─── EXERCISE INPUTS
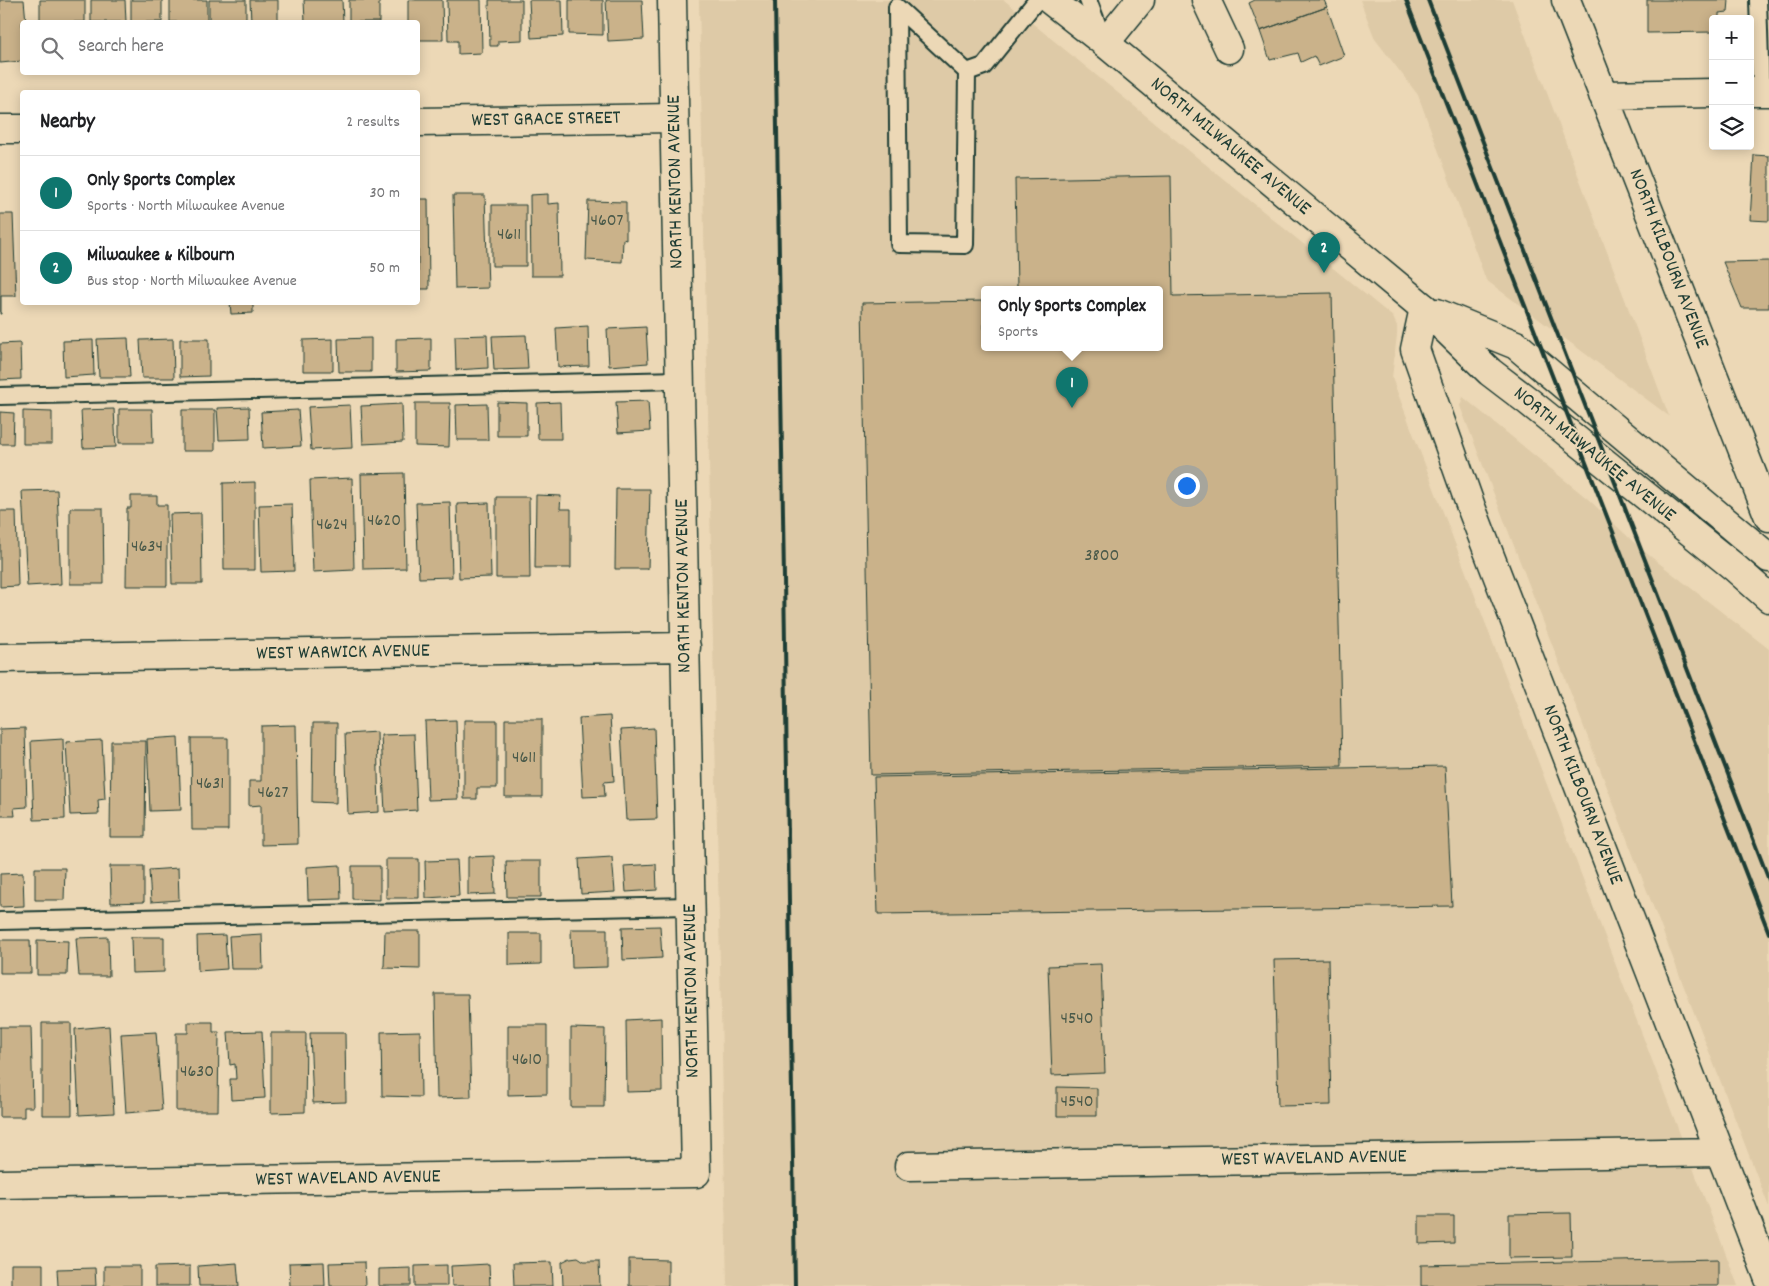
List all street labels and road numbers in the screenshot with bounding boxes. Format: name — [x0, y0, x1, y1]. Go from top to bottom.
street label: NORTH MILWAUKEE AVENUE — [1144, 71, 1316, 223]
street label: NORTH KENTON AVENUE — [660, 95, 692, 269]
street label: WEST GRACE STREET — [471, 105, 621, 135]
street label: NORTH KILBOURN AVENUE — [1621, 165, 1715, 353]
street label: NORTH MILWAUKEE AVENUE — [1507, 380, 1681, 530]
street label: NORTH KENTON AVENUE — [668, 499, 700, 673]
street label: WEST WARWICK AVENUE — [256, 637, 430, 669]
street label: NORTH KILBOURN AVENUE — [1535, 701, 1629, 889]
street label: NORTH KENTON AVENUE — [676, 904, 708, 1078]
street label: WEST WAVELAND AVENUE — [1221, 1143, 1407, 1175]
street label: WEST WAVELAND AVENUE — [255, 1163, 441, 1195]

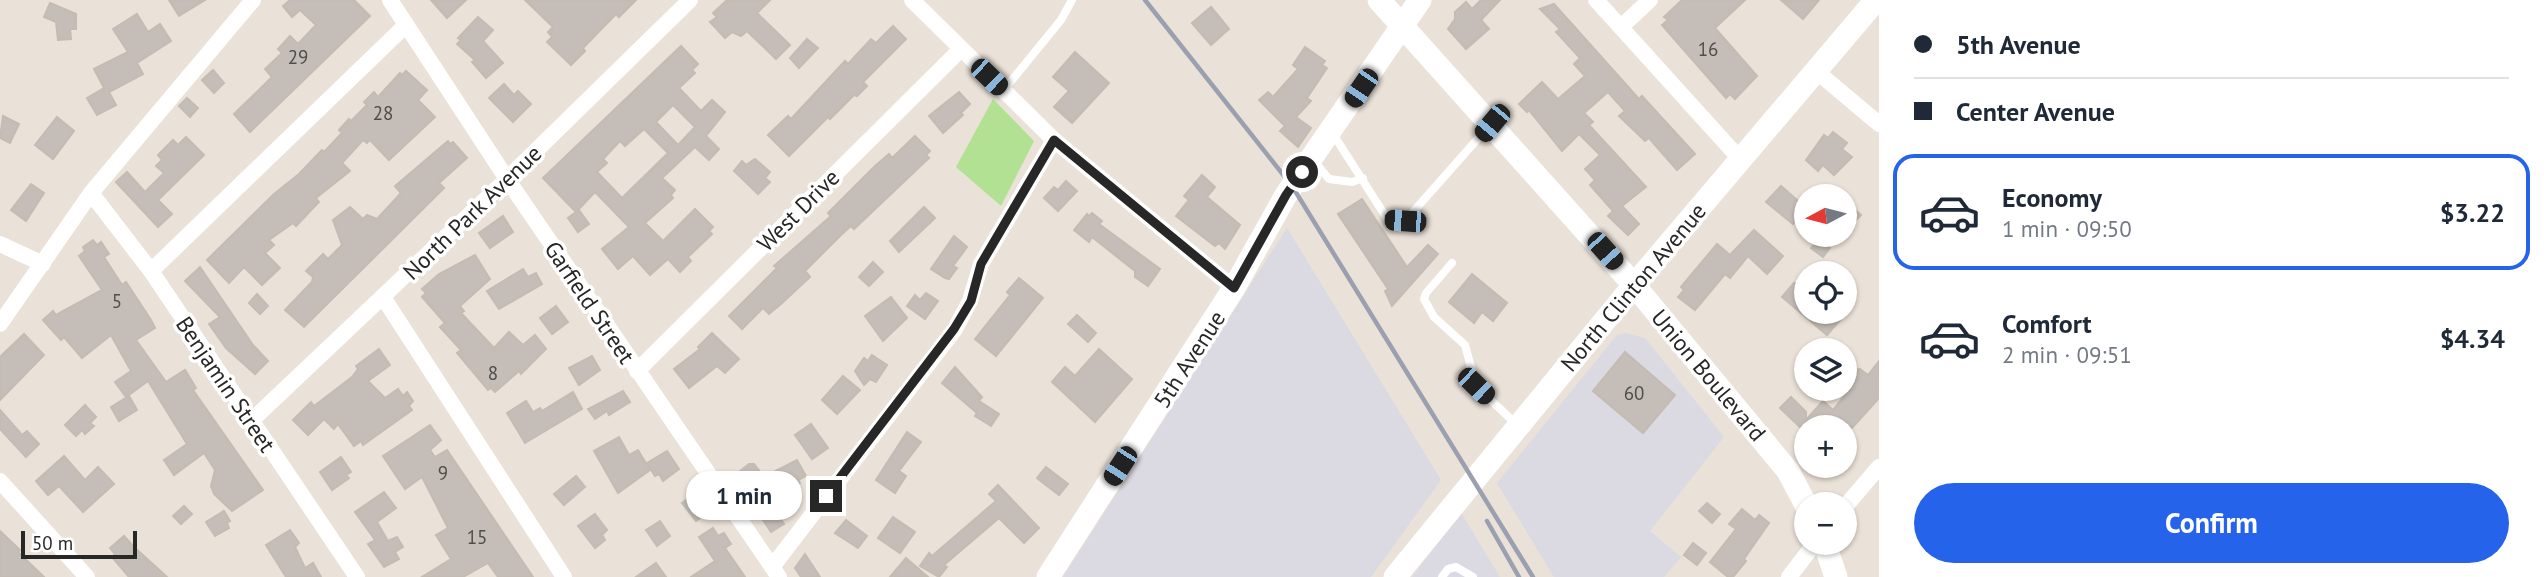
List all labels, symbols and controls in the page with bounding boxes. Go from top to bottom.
──────
PROBLEM TO SOLVE
What is needed here is an exact copy of every record, with the pictures left out.

ANSWER TO THIS TASK
List all street labels and road numbers in the screenshot with bounding boxes. Format: name — [x0, y0, x1, y1]. Go from top to bottom.
street label: NORTH MILWAUKEE AVENUE — [1144, 71, 1316, 223]
street label: NORTH KENTON AVENUE — [660, 95, 692, 269]
street label: WEST GRACE STREET — [471, 105, 621, 135]
street label: NORTH KILBOURN AVENUE — [1621, 165, 1715, 353]
street label: NORTH MILWAUKEE AVENUE — [1507, 380, 1681, 530]
street label: NORTH KENTON AVENUE — [668, 499, 700, 673]
street label: WEST WARWICK AVENUE — [256, 637, 430, 669]
street label: NORTH KILBOURN AVENUE — [1535, 701, 1629, 889]
street label: NORTH KENTON AVENUE — [676, 904, 708, 1078]
street label: WEST WAVELAND AVENUE — [1221, 1143, 1407, 1175]
street label: WEST WAVELAND AVENUE — [255, 1163, 441, 1195]

List all labels, symbols and controls in the page with bounding boxes. Go from top to bottom.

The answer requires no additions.